Does contextualization mean “changing” the gospel?
That is exactly what one missions leader seemed to suggest in a recent meeting. This leader was speaking about ministry in East Asia. When someone in the audience asked him how honor and shame should influence our gospel presentations, he struggled to answer the question. Not really knowing what to say, his clearest idea was simply this: “We never want to change the gospel!”
At one level, it’s apparent that this man never answers the question. However, in the process, he makes an unfortunate inference. He seems to infer that contextualizing the gospel in terms of honor and shame borders on “changing” the gospel.
This is disappointing on different levels. In Saving God’s Face, I speak of people who “assume the gospel.” By this I mean those who assume that their particular expression of the gospel is THE gospel, as opposed to other people’s way of explaining the gospel. When we do this, a number of problems emerge.
Fundamentally, we set various biblical passages against one another. For example, the gospel message told to Jews in Acts 13 is expressed in quite different terms in Acts 17. One gospel, but preached from contrasting perspectives. In this end, the type of thinking demonstrated by this missions leader perpetuates the unfortunate anxiety some evangelicals have about contextualization.

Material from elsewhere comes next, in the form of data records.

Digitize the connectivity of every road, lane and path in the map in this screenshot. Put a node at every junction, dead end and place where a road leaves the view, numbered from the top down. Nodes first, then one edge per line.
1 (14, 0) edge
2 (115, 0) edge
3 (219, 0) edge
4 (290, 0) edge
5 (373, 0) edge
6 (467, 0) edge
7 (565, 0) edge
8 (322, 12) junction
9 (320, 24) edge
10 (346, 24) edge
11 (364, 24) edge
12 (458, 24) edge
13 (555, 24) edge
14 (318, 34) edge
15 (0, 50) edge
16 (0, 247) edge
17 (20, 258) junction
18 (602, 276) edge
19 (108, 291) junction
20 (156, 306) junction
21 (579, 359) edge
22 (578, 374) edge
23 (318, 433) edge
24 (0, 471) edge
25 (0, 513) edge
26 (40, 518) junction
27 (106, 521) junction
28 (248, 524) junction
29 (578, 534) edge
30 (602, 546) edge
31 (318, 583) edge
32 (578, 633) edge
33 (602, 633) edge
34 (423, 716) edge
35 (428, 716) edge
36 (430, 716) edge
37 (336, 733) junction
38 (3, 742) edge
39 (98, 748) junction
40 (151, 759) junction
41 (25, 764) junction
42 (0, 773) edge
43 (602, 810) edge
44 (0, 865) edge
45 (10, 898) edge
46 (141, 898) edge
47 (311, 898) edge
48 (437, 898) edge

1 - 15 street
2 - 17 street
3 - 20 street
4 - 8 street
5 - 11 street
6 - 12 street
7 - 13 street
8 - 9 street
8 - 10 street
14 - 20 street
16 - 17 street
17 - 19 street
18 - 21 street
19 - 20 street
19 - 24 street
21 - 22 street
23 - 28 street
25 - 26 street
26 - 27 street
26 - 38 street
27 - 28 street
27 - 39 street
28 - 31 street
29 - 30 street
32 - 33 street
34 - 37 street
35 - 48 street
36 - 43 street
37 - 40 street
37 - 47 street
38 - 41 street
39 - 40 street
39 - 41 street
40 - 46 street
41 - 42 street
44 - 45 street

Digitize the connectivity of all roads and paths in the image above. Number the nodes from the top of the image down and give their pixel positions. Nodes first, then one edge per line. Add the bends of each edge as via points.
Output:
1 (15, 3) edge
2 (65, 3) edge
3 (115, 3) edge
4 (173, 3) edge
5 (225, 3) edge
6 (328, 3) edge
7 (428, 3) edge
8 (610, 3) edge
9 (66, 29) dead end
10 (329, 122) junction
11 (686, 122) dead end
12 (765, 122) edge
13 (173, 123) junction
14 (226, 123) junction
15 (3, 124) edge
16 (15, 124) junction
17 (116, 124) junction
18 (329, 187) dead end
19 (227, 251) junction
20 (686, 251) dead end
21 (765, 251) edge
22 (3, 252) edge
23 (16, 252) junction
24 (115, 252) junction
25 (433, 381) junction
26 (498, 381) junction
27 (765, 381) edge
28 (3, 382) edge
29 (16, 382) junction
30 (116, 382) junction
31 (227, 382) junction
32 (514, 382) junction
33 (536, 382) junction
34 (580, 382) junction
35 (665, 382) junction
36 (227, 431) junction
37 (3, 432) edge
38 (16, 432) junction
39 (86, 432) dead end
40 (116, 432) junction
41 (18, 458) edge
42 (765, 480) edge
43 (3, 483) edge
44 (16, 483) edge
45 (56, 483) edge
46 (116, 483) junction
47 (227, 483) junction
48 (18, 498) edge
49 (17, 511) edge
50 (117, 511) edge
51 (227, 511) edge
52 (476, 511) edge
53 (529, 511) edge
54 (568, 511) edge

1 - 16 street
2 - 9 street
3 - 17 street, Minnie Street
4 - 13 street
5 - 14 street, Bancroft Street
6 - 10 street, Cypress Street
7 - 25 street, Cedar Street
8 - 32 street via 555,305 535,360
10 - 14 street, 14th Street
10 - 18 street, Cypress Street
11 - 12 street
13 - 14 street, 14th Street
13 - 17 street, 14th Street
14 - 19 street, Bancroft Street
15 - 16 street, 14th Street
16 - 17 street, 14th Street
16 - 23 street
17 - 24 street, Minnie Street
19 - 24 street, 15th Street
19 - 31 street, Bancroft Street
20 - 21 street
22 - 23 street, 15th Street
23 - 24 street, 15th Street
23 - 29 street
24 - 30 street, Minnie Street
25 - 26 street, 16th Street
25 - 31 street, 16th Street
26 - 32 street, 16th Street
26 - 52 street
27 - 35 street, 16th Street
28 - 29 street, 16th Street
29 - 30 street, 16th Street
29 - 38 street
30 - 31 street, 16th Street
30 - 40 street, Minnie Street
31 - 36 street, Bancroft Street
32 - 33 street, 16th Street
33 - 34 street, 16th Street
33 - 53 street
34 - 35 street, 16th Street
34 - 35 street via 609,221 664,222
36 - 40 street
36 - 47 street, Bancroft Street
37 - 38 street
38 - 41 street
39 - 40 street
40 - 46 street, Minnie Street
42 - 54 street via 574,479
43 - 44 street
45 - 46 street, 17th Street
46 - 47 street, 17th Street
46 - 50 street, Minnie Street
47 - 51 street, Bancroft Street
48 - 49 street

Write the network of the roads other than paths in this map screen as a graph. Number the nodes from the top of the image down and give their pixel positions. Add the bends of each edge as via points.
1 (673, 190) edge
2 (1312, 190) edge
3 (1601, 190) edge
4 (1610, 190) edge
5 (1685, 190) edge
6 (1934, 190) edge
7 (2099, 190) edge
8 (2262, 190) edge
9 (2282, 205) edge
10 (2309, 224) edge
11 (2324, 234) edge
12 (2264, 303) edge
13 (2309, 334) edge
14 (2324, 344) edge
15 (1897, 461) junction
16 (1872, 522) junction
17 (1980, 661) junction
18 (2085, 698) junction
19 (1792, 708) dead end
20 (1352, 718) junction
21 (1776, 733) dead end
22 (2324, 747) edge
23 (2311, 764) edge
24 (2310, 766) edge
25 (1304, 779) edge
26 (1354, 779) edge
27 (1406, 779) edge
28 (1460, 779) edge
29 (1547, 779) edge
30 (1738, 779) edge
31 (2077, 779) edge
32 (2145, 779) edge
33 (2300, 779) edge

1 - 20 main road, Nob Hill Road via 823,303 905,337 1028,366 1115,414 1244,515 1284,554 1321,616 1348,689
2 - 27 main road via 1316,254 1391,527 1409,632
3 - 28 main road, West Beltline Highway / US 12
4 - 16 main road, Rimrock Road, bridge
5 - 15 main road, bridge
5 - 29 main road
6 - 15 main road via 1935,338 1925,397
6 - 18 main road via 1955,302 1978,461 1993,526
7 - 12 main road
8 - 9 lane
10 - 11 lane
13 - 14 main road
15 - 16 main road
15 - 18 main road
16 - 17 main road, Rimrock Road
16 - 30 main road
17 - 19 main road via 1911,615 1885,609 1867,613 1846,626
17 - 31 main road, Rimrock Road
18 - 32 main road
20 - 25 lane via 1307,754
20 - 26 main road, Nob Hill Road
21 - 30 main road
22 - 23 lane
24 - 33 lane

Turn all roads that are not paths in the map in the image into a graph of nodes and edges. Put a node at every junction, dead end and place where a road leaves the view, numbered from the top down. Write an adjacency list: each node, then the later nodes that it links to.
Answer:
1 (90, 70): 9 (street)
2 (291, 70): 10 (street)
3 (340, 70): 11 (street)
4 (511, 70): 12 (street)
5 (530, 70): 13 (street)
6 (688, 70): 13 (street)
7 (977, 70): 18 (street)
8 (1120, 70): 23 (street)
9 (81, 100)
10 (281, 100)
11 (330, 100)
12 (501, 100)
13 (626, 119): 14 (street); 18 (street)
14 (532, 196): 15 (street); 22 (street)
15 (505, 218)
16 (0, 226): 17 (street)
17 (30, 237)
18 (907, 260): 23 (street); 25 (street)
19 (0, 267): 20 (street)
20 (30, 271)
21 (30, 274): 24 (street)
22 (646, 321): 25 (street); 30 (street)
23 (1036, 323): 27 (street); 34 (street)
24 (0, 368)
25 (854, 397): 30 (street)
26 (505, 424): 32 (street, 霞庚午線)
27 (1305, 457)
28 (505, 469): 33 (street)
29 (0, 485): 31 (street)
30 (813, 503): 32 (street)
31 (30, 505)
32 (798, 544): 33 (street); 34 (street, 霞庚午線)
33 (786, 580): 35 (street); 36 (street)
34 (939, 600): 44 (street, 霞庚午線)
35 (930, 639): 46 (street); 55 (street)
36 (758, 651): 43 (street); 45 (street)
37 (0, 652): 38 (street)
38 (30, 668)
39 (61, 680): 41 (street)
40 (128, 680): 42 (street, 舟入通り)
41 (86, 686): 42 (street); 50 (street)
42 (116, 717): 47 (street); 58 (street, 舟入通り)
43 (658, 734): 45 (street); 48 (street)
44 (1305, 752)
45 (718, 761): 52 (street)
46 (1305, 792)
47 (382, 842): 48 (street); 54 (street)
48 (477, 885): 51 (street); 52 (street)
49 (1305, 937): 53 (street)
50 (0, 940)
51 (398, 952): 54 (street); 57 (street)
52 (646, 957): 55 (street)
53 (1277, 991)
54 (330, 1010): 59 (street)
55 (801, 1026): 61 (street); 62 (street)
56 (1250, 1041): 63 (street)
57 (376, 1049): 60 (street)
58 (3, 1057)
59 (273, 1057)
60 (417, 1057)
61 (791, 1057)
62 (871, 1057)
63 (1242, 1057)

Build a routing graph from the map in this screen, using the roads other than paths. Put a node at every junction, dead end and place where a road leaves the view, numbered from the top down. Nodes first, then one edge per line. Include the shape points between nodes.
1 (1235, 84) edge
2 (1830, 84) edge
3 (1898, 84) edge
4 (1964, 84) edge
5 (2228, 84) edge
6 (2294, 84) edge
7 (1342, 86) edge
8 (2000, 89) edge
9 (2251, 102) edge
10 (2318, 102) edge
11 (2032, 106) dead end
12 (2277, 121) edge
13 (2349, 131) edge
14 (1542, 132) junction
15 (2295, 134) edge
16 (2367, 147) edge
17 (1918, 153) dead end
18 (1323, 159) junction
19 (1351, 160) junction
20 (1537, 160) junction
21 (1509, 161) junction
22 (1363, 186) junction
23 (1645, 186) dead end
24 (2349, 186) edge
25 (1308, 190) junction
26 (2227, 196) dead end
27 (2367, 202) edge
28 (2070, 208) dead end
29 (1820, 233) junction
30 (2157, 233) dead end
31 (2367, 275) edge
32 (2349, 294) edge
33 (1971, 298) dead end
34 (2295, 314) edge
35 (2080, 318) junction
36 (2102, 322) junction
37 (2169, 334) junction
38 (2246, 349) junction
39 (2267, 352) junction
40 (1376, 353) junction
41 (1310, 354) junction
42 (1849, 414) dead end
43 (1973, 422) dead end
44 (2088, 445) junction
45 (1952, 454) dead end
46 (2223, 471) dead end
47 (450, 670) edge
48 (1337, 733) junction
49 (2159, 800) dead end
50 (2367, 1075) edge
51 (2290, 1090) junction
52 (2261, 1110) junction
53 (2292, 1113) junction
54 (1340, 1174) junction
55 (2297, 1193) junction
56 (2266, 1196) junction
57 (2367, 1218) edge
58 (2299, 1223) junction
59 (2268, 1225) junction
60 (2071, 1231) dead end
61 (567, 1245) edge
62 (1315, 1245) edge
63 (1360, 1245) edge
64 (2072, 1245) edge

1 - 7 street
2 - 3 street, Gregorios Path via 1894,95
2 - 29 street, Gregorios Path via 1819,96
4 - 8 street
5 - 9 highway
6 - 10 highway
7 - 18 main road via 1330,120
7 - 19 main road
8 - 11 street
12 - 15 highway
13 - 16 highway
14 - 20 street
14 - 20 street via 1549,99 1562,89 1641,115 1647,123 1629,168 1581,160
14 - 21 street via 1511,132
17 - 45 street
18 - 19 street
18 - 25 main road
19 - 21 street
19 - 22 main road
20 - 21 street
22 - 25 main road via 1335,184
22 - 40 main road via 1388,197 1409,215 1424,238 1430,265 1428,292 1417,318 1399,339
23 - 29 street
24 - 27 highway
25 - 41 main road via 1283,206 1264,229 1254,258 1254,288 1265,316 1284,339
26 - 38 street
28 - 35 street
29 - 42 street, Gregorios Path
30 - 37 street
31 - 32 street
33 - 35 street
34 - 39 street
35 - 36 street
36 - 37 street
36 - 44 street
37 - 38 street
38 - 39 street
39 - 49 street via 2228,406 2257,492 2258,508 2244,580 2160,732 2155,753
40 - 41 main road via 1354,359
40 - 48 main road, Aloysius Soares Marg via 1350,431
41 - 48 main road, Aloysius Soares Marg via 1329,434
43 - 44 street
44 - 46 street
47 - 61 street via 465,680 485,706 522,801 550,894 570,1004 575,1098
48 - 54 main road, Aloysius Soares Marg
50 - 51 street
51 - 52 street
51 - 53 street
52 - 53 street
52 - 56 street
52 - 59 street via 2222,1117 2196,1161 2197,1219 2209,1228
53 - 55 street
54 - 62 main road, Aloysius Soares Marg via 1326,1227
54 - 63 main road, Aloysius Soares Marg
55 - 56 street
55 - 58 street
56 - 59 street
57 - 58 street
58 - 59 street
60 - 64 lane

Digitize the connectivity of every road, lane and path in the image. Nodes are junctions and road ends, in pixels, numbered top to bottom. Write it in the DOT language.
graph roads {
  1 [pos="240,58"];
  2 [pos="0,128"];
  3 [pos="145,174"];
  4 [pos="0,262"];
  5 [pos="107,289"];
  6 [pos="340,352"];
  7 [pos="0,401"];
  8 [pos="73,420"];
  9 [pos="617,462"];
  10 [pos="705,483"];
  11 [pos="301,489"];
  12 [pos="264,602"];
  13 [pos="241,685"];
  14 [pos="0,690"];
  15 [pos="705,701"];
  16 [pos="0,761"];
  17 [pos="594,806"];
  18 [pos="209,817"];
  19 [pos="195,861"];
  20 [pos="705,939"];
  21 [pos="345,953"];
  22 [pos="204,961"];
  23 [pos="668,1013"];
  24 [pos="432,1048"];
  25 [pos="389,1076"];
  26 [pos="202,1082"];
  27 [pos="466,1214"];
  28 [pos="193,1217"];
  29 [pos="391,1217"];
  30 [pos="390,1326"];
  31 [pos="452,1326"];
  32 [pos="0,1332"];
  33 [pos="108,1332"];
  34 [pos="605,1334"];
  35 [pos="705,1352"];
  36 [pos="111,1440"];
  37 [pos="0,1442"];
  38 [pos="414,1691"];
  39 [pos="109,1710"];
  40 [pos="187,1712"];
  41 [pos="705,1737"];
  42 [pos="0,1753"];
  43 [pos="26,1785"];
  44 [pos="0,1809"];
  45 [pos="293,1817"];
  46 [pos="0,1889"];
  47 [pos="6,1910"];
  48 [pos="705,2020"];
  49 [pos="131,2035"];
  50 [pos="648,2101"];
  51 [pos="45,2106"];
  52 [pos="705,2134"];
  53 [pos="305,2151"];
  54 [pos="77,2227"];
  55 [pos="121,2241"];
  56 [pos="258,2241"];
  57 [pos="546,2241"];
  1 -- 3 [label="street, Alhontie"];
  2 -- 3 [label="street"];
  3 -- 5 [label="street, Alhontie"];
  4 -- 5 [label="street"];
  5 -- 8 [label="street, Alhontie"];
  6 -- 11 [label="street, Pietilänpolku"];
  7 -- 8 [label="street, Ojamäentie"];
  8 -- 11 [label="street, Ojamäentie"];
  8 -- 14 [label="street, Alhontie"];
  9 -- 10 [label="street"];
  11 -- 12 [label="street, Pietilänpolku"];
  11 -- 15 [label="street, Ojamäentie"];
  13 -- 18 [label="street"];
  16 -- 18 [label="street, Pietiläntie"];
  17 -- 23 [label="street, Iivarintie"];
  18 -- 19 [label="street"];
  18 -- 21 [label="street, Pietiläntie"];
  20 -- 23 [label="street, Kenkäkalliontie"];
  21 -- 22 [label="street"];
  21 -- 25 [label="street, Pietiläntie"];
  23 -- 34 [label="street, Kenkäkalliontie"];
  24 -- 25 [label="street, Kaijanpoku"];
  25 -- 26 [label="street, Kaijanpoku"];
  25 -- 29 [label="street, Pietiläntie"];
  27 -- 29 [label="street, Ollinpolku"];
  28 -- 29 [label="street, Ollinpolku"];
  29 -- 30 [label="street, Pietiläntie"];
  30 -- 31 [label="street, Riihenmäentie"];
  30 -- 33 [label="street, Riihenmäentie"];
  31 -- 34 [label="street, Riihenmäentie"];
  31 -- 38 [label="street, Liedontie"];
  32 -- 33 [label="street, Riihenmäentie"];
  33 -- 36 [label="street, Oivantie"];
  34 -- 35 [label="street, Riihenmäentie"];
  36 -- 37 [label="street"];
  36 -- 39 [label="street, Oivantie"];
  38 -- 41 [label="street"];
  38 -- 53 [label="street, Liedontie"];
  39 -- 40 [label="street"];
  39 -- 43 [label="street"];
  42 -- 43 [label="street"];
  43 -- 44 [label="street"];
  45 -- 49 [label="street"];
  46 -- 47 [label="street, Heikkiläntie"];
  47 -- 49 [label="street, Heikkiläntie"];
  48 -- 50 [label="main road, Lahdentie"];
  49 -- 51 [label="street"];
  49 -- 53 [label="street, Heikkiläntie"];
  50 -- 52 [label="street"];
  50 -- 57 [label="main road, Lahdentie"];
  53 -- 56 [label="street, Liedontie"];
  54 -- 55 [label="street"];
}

If done well, contextualization does not change the gospel. Instead, it changes our perspective on the gospel.
A “Zoomed-in” Gospel?
Perhaps you have played the “zoom-in” game. In this game, one first views a picture that has been magnified many times. As a result, we see a very zoomed-in perspective of an object. From that unnatural vantage point, it can be a little difficult to figure out what you are looking at.
The goal of the game is to guess what the thing (in the picture) really is. After guessing for a while, the players get to view a zoomed-out view of the object. Both the zoomed-in and zoomed-out pictures show the same object, but the change in perspective completely changes one’s understanding of it.
Picture 1 is not too difficult. Picture 2 is a bit more challenging. Even though both photos depict something that is true in the world, we have a hard time immediately grasping what exactly we’re looking at.
The fundamental problem is our perspective. As you can see from the zoomed-out photo’s below (at the bottom of this post), nothing is different about the objects themselves. In each picture, one single reality is being depicted.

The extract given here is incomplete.